During Trouble, Performance Festival, Brenda Bikoko will take part in the panel 'Reflective moment: Vases communicants' on Friday 18 April 2025 from 9:30 until 13:30. The reflective moment Communicating Vessels brings together specialists in performance, Caribbean rituals, mixed-race women, intersectionality, contemporary artists and theorists, and cyborg mothers.
The panelists’ presentations and discussions with the audience will take inspiration from the figure of Cuban-American performer Ana Mendieta (1948–1985) and the notion of intersectionality, flowing into Annabel Guérédrat’s performance Let’s Go Back to the River, scheduled for the following day at Studio Thor.
Introduced and moderated by Véronique Danneels, the panel will open with the intersectional feminist approach developed by Anaëlle Prêtre, who proposes using it as a tool in the study of the arts to develop a methodology that makes women and intersectionally identified individuals more visible. Choreographer, dancer, performer, artistic director, and founder of Artincidence (Martinique), Annabel Guérédrat will specifically address her two performances programmed in the Trouble Festival. Carole Laurent will respond by discussing the political, aesthetic, ritual, and textual aspects of artist Ana Mendieta, referenced in one of Guérédrat’s performances. Meanwhile, Brenda Bikoko will introduce us to the creative spheres of other mixed-race performance artists. Before opening the floor to the audience for questions, Alessandra Benedicty will conclude this reflective moment by introducing the spiritual contexts of revered figures in the Black Atlantic, while demonstrating how Caribbean and Western intellectuals and creatives work to share this crossroads/intersection with their audiences.

Practical info
Languages: English and French, with simultaneous translation.

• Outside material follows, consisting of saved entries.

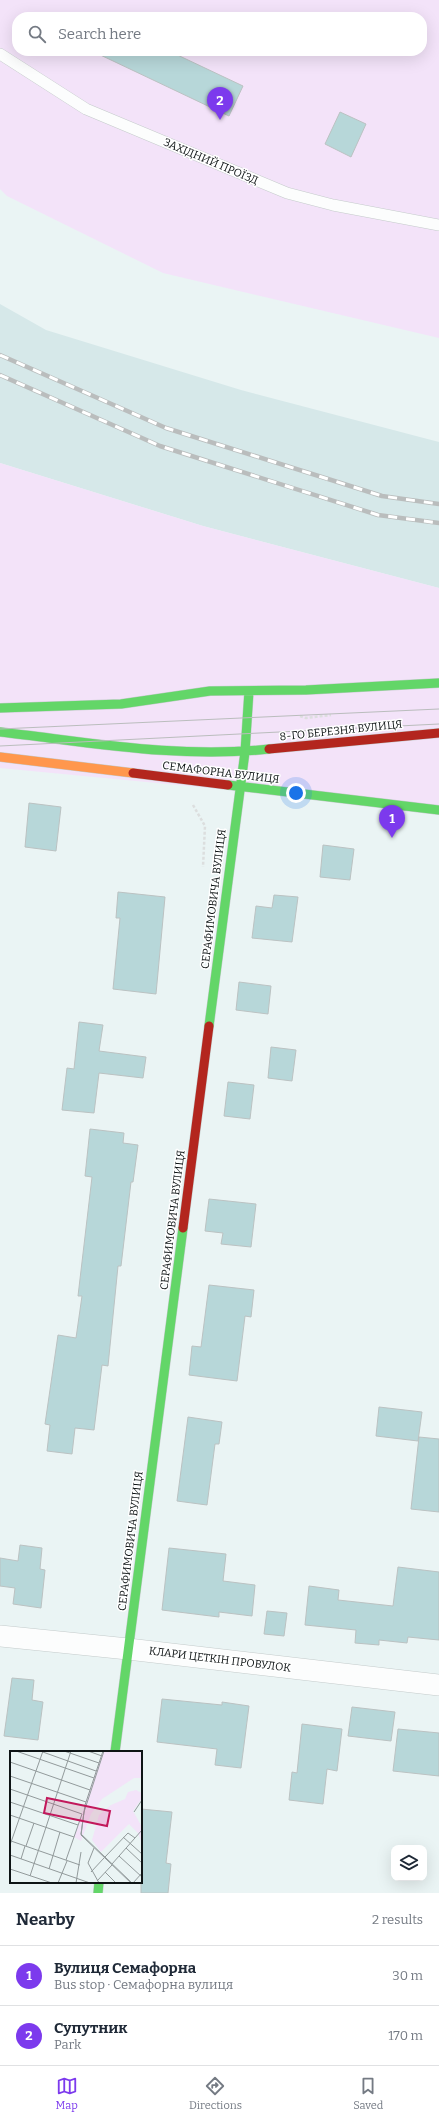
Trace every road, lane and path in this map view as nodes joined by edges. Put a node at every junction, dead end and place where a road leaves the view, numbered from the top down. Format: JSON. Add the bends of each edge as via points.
{"nodes":[{"id":1,"x":0,"y":54,"type":"edge"},
{"id":2,"x":439,"y":224,"type":"edge"},
{"id":3,"x":439,"y":683,"type":"edge"},
{"id":4,"x":249,"y":691,"type":"junction"},
{"id":5,"x":0,"y":708,"type":"edge"},
{"id":6,"x":0,"y":732,"type":"edge"},
{"id":7,"x":439,"y":733,"type":"edge"},
{"id":8,"x":244,"y":752,"type":"junction"},
{"id":9,"x":0,"y":757,"type":"edge"},
{"id":10,"x":240,"y":786,"type":"junction"},
{"id":11,"x":190,"y":800,"type":"dead end"},
{"id":12,"x":439,"y":810,"type":"edge"},
{"id":13,"x":203,"y":871,"type":"dead end"},
{"id":14,"x":0,"y":1636,"type":"edge"},
{"id":15,"x":128,"y":1649,"type":"junction"},
{"id":16,"x":439,"y":1685,"type":"edge"},
{"id":17,"x":115,"y":1751,"type":"edge"},
{"id":18,"x":99,"y":1883,"type":"edge"},
{"id":19,"x":98,"y":1893,"type":"edge"}],
"edges":[{"from":1,"to":2,"type":"lane","name":"ЗАХІДНИЙ ПРОЇЗД","via":[[86,109],[287,193],[333,205]]},
{"from":3,"to":4,"type":"main road"},
{"from":4,"to":5,"type":"main road","via":[[210,691],[121,704]]},
{"from":4,"to":8,"type":"main road","name":"СЕРАФИМОВИЧА ВУЛИЦЯ"},
{"from":6,"to":8,"type":"main road","name":"СЕМАФОРНА ВУЛИЦЯ","via":[[174,752]]},
{"from":7,"to":8,"type":"main road","name":"8-ГО БЕРЕЗНЯ ВУЛИЦЯ"},
{"from":8,"to":10,"type":"main road","name":"СЕРАФИМОВИЧА ВУЛИЦЯ"},
{"from":9,"to":10,"type":"main road","name":"СЕМАФОРНА ВУЛИЦЯ"},
{"from":10,"to":12,"type":"main road","name":"СЕМАФОРНА ВУЛИЦЯ"},
{"from":10,"to":15,"type":"main road","name":"СЕРАФИМОВИЧА ВУЛИЦЯ"},
{"from":11,"to":13,"type":"path","via":[[205,826]]},
{"from":14,"to":15,"type":"street","name":"КЛАРИ ЦЕТКІН ПРОВУЛОК"},
{"from":15,"to":16,"type":"street","name":"КЛАРИ ЦЕТКІН ПРОВУЛОК"},
{"from":15,"to":17,"type":"main road","name":"СЕРАФИМОВИЧА ВУЛИЦЯ"},
{"from":18,"to":19,"type":"main road"}]}
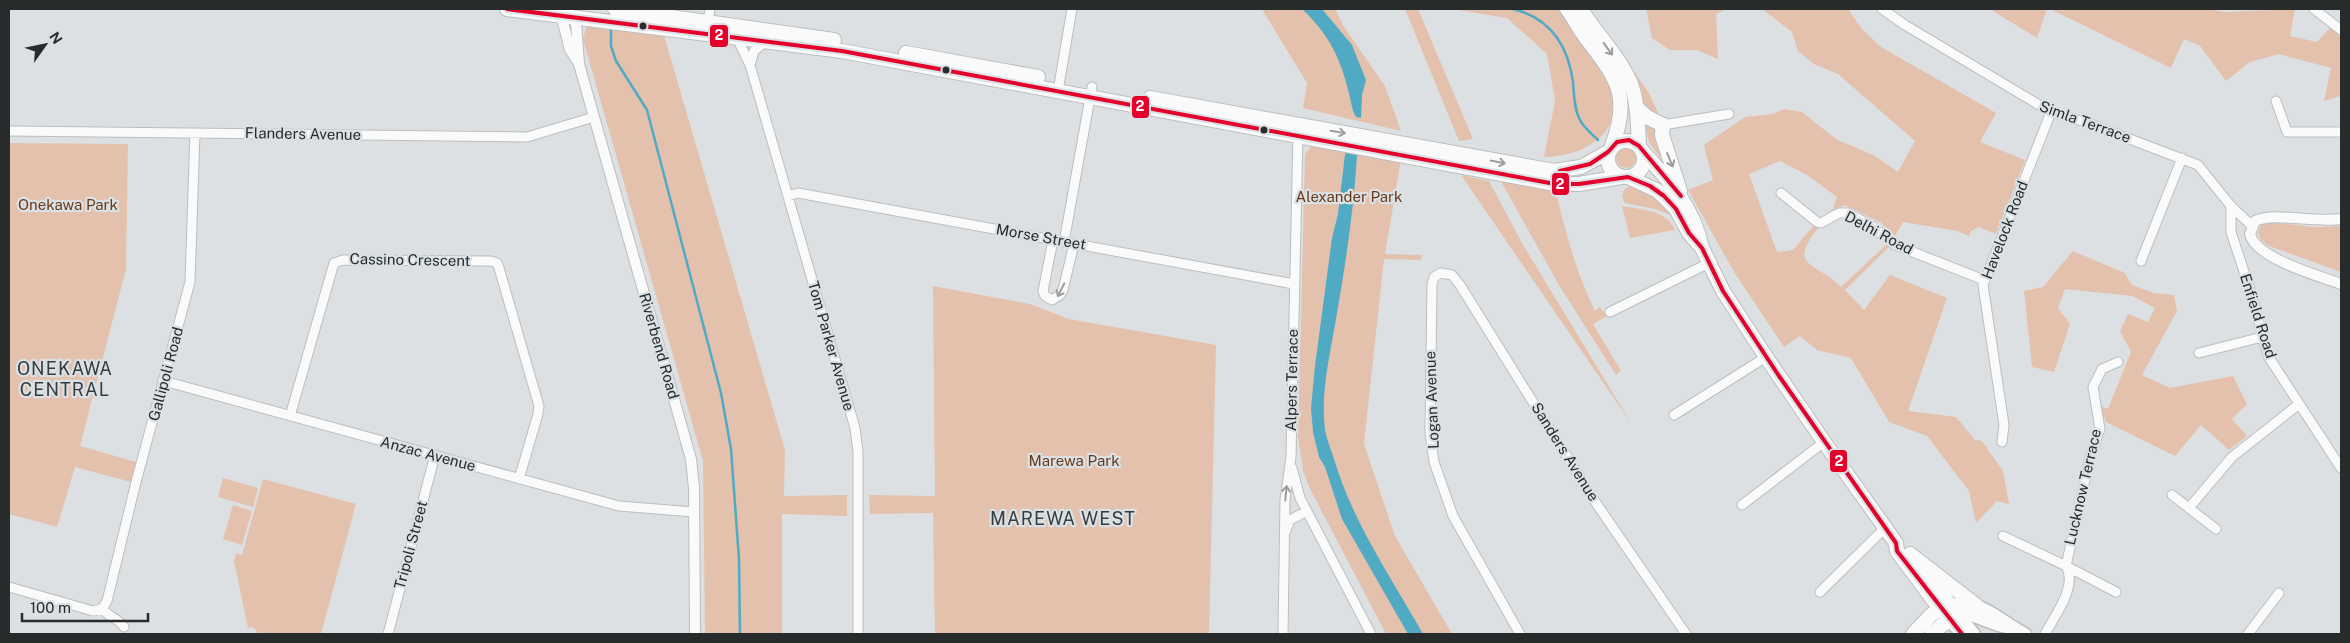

Free entry, reservation required. The reflective moment will be followed by a meal (€15 fee, reservation required).
Annabel Guérédrat in the festival: Mamisargassa 5.0 (17.04) and Let’s Go Back to the River (19.04)
In collaboration with Amazone. With the support of the French Embassy, as part of EXTRA, a program for the support and promotion of contemporary French creation in Belgium.
About the panelists
Alessandra Benedicty-Kokken (she, her) is a professor at the University of Amsterdam and teaches Caribbean and postcolonial literatures at City College of NY. She is the author of Spirit Possession in French, Haitian, and Vodou Thought: An Intellectual History (2015) and co-editor of Revisiting Marie Vieux Chauvet: Paradoxes of the Postcolonial Feminine (2016) and The Haiti Exception: Anthropology and the Predicament of Narrative (2016). Born in Italy, she lives and works in the Netherlands.
Brenda Bikoko (she, her) is a PhD candidate at VUB. Her research focuses on “How to recognize femininity in the works of female artists: appropriating colonial, imperial, and historical discourse and archives from the 1990s to today, in relation to Western Europe.” She is also a member of the Troubled Archives collective and a professor at Sint-Lucas Antwerp, where she teaches Congolese art studies and art anthropology.
Véronique Danneels is a feminist doctor of art history and archaeology. She has worked in museums, associations and the arts for four decades and taught at the Academy of Fine Arts in Tournai for ten years. She now lives and learns in Vallgorguina, Spain.
Annabel Guérédrat (she, her) is an artistic director, choreographer, dancer, and performer. Founder of Artincidence, she explores the political body of Black and mixed-race women in the Caribbean through engaged performances. In 2017, she co-founded the International Performance Art Festival in Martinique.
Carole Laurent (she, her) is an art historian, sociologist, FNRS aspirant, and PhD candidate in Performance Studies at ULB. Her doctoral thesis is titled: Gunpowder & Sugar Politics: Ana Mendieta’s New York and Rome Years (1978–1985).
Anaëlle Prêtre (she, her) holds a doctorate in art history. Her research focuses on video art, representation, gender issues, and intersectionality. She is an exhibition curator at Centre culturel Jacques Franck and a lecturer at ULB.